The task: Filter the entries below down to the lines that hold "dead".
──────────────────────────────
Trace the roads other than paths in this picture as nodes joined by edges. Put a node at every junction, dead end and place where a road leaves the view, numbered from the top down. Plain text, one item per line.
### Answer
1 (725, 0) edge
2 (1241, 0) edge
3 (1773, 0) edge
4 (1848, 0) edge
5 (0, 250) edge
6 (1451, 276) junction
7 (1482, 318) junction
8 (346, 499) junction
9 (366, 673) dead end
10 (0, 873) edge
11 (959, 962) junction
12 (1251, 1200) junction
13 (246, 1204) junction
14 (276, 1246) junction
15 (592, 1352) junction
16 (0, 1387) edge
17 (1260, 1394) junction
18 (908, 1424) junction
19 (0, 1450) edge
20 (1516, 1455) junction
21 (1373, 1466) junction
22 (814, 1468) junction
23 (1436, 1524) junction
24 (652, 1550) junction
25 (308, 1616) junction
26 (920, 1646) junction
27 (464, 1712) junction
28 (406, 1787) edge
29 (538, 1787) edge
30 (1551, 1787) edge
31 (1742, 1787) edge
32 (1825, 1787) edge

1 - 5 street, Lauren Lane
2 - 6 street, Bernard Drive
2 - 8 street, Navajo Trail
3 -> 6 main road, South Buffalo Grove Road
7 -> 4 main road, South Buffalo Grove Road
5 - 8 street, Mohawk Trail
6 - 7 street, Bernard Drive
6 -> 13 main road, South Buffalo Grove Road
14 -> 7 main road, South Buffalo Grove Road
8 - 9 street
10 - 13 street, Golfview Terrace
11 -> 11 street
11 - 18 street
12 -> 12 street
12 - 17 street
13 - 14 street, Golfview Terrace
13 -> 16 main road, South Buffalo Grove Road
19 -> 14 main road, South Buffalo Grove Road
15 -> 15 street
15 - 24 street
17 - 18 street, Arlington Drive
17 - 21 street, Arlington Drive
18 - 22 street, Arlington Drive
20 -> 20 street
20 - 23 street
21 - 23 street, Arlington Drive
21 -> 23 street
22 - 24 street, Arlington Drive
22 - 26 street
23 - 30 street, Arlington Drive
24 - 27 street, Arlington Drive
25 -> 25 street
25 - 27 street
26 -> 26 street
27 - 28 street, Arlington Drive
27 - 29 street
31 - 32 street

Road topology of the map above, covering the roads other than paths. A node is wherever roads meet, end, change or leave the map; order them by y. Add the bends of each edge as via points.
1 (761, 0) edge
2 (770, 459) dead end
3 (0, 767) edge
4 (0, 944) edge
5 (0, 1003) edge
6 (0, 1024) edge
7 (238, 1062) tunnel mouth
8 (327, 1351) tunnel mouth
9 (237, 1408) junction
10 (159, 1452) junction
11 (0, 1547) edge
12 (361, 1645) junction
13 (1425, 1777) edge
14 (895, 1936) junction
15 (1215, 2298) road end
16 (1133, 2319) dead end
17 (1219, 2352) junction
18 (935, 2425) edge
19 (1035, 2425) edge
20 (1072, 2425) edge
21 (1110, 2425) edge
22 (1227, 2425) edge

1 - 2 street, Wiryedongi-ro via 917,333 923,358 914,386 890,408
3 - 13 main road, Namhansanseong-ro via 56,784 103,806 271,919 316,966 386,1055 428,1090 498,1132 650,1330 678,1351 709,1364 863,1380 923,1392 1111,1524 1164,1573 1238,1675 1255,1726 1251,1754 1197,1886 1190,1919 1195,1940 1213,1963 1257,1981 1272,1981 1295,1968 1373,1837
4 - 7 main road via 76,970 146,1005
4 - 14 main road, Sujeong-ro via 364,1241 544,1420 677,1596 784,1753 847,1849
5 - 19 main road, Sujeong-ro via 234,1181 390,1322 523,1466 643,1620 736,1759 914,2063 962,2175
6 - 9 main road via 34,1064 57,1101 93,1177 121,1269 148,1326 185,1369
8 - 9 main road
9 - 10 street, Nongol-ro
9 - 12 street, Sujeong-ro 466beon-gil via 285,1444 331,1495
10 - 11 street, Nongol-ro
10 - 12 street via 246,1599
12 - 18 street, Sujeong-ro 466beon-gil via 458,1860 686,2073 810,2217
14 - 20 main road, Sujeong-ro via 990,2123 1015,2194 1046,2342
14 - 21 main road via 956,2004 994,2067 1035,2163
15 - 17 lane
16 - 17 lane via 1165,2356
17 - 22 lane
──────────────────────────────
Response to this exercise:
Trace the roads other than paths in this picture as nodes joined by edges. Put a node at every junction, dead end and place where a road leaves the view, numbered from the top down. Plain text, one item per line.
9 (366, 673) dead end
2 (770, 459) dead end
16 (1133, 2319) dead end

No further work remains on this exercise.